Attempting to make graphical representation of results more informative and easy to interpret for an average user I tried a slightly different approach to calculation of resulting mean scores of codecs and to codecs comparison in general. Main ideas of the approach are below.

Analysis of collected grades ends at the point when means and confidence intervals for sound excerpts have been computed. A set of such means for each codec (colored ones) most completely characterizes its performance on chosen sound material. Further averaging of grades into the single parameter - overall mean discards too much information and its use for comparison of codecs is very questionable while comparing sets of means allows more comparison techniques to be elaborated and applied.

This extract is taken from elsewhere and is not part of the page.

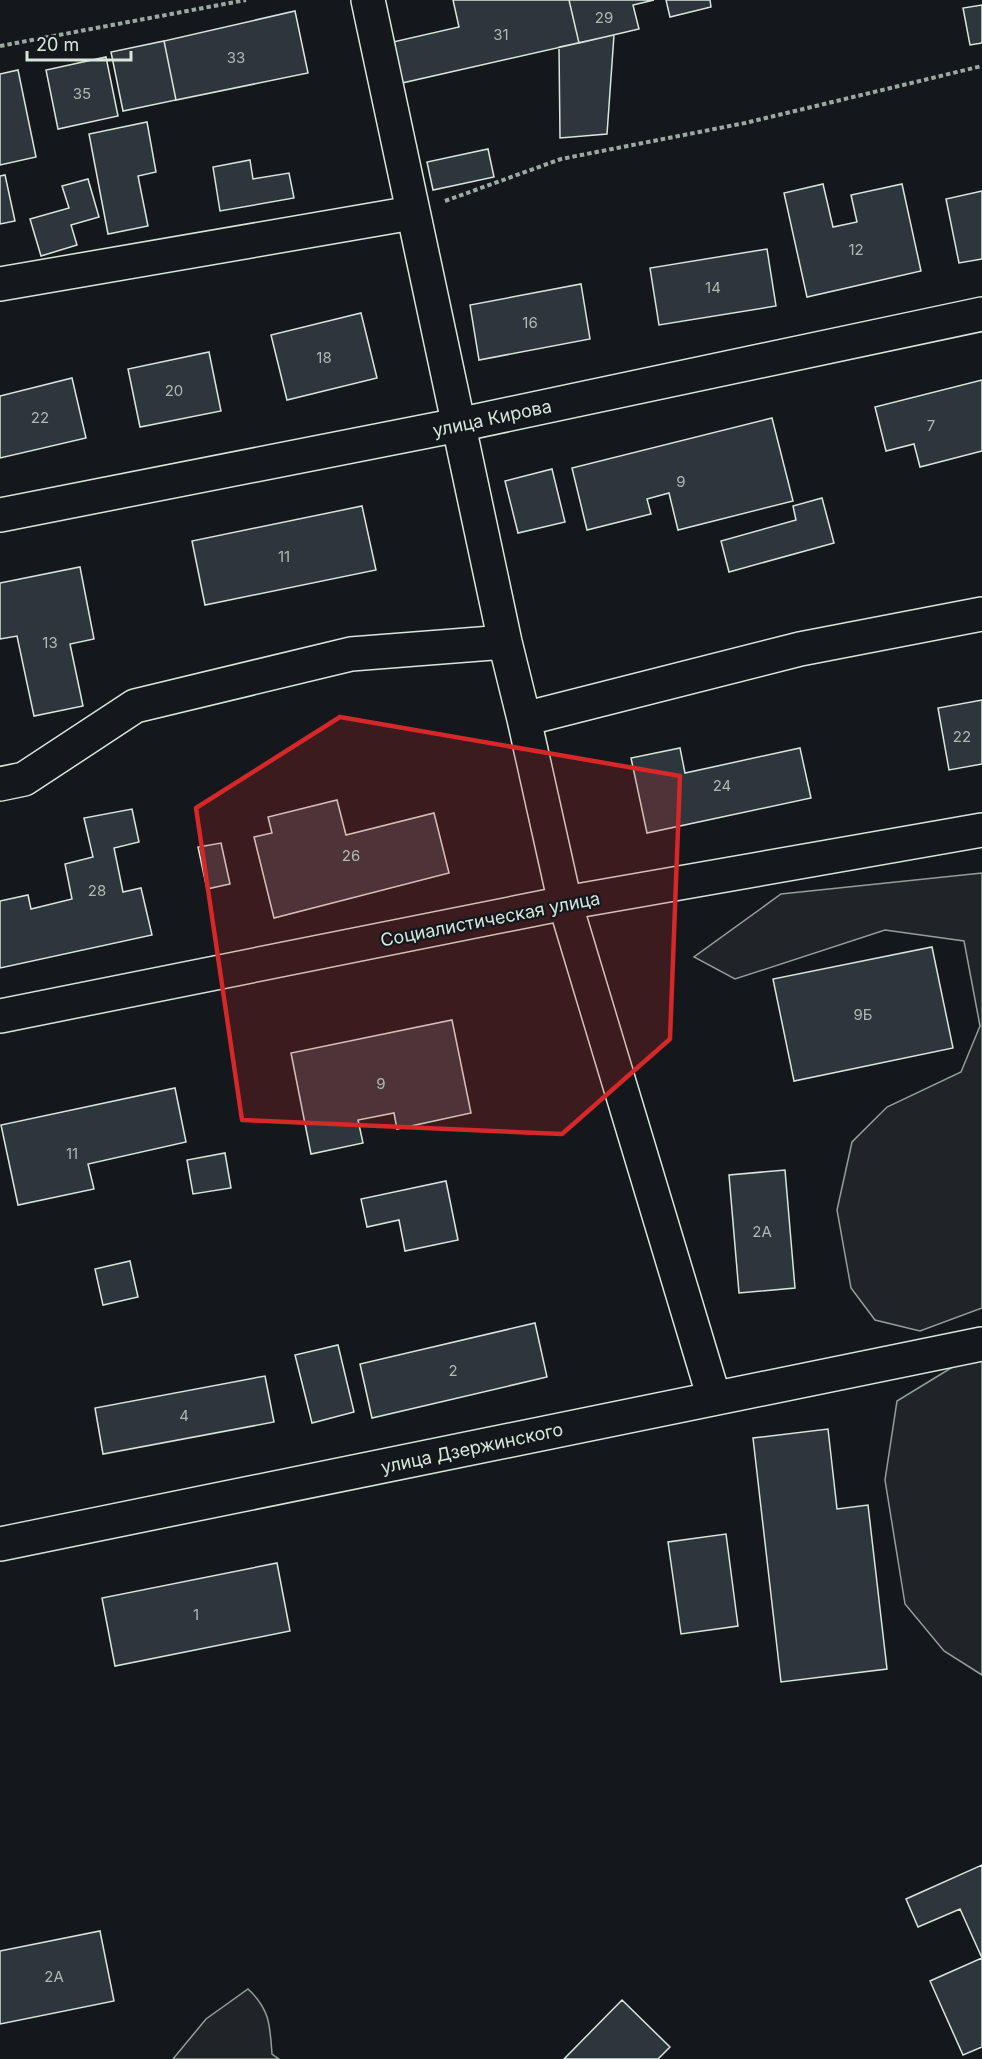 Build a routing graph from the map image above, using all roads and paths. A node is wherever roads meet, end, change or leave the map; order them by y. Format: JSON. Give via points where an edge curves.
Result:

The simplest way to compare different sets of means with each other is to compare their averages. Here comes the first crude (preliminary) integral estimator of codec performance – average of means in the set. Confidence interval for this average (bootstrapping only as distribution of means in a set is not normal and varies from set to set) has clear and useful meaning from user's perspective – if more sound samples would be used in a listening test their average will get into that interval with high probability. Comparison of such confidence intervals therefore is another meaningful method for comparing sets of means. Different estimators of variance of means in a set also could be helpful (range of means in set are shown on SE rating bar graphs). As the most important question for end user of codecs looks something like “which codec is better?” even direct simple comparison of sets of means could give a clear answer. For example it could be conventionally defined that codec A better than codec B only if all means in a set of codec A are higher than corresponding means in a set of codec B (in other words all sound samples of codec A must be graded higher in listening test). Probability that it could happen by chance is very low and depends on number of sound excerpts in a set. So keeping and comparing the full sets of means seems more revealing, has stronger research potential and in most cases is more simple to perform and interpret than trying to make helpful inference comparing over-aggregated overall means of grades.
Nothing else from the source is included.